15. The plea of the counsel for the respondent No. 1/Bank that as the appellant was ambiguous in response to para 15 of the plaint, the averments contained in para 15 were rightly deemed to be admitted, is untenable. Mere reliance on the averments made in para 15 of the plaint without proving the same, was not enough to decree the suit against the appellant. The respondent No. 1/Bank ought to have stood on its own legs to prove its case. This required summoning of relevant records, accounts, etc., maintained by the appellant in respect of its transactions with the respondents No. 2 & 3, pertaining to the contract, subject matter of the special power of attorney, executed in favour of respondent No. 1/Bank. Further, a perusal of the corresponding para in the written statement filed by the appellant shows that it had nowhere admitted owing any monies to the respondents No. 2 & 3 and had gone on to deny the contents of para 15 of the plaint. Simply because a specific denial in respect of the figure of Rs. 2.50 lacs was not made by the appellant cannot be taken as an admission on its part or considered sufficient to draw an adverse inference against it and conclude that the respondent No. 1/Bank had discharged the onus placed on it. It was not for the appellant to prove in the negative that no amount was due and payable by it to the respondents No. 2 & 3. Rather, it was for the respondent No. 1/Bank to prove in the positive that the appellant had directly released specific and quantified amounts in favour of the respondents No. 2 & 3, contrary to the terms and conditions of the special power of attorney (Ex.PWl/8).

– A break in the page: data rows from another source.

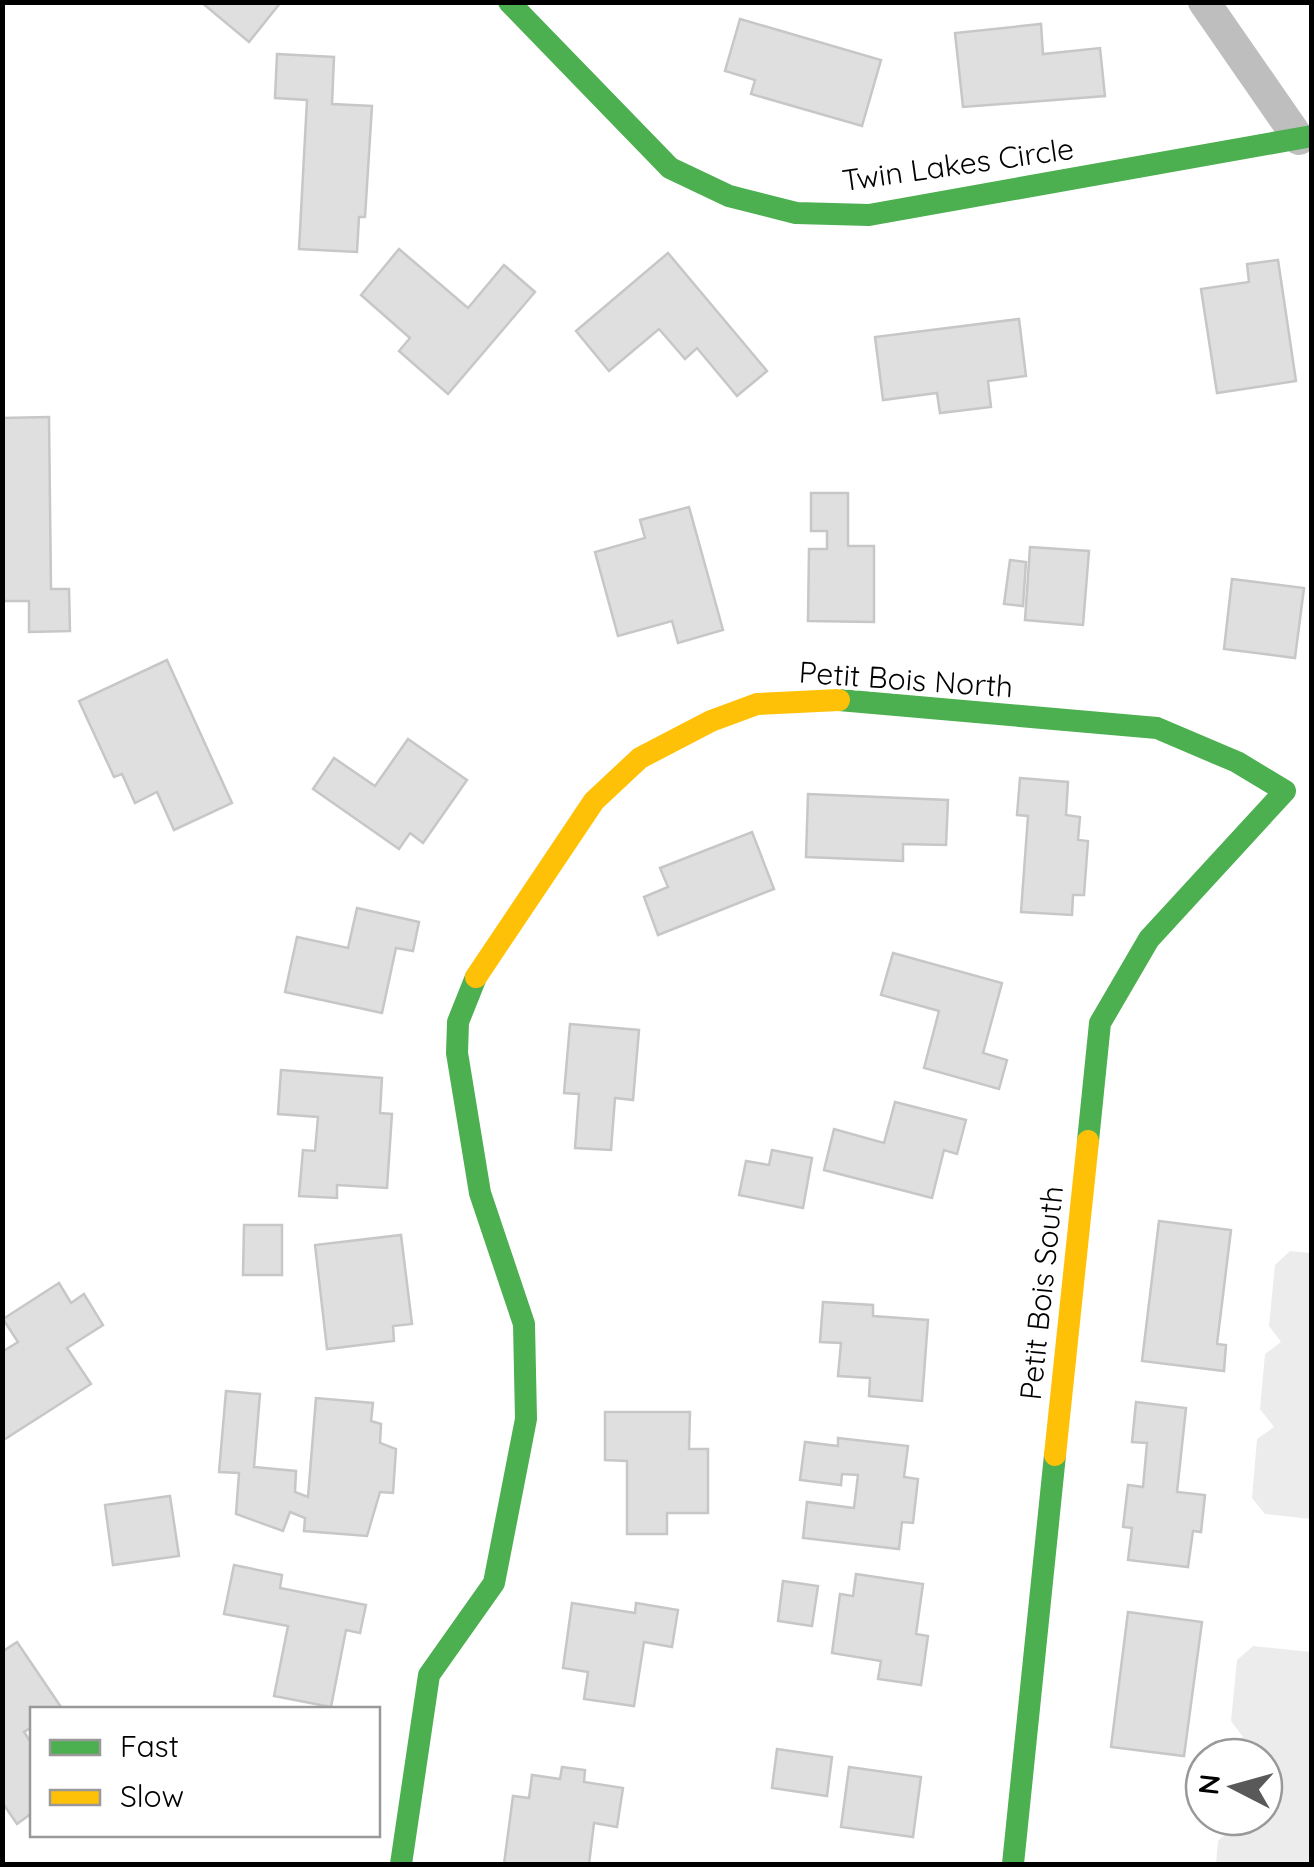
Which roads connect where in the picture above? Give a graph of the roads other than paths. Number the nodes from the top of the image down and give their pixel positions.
1 (509, 2) edge
2 (1204, 2) edge
3 (1305, 138) edge
4 (1285, 791) joint
5 (401, 1864) edge
6 (1013, 1864) edge

1 - 3 street, Twin Lakes Circle
2 - 3 street
4 - 5 street, Petit Bois North
4 - 6 street, Petit Bois South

16. In view of the aforesaid facts and circumstances, the findings returned by the trial court under issue No. 5, require to be modified. It is held that the respondent No. 1/Bank is entitled to recover a sum of Rs. 41,219.75 paise, along with interest @ 19.5% p.a. from the date of institution of the suit till realization of the decretal amount, jointly and collectively from the respondents No. 2 to 5 alone and that no amount is due and payable by the appellant/defendant No. 6 to the respondent No. 1/Bank. As a result, the suit against the appellant/defendant No. 6 fails and is dismissed. A modified decree be prepared. Appeal is allowed with costs. The trial court record be released forthwith.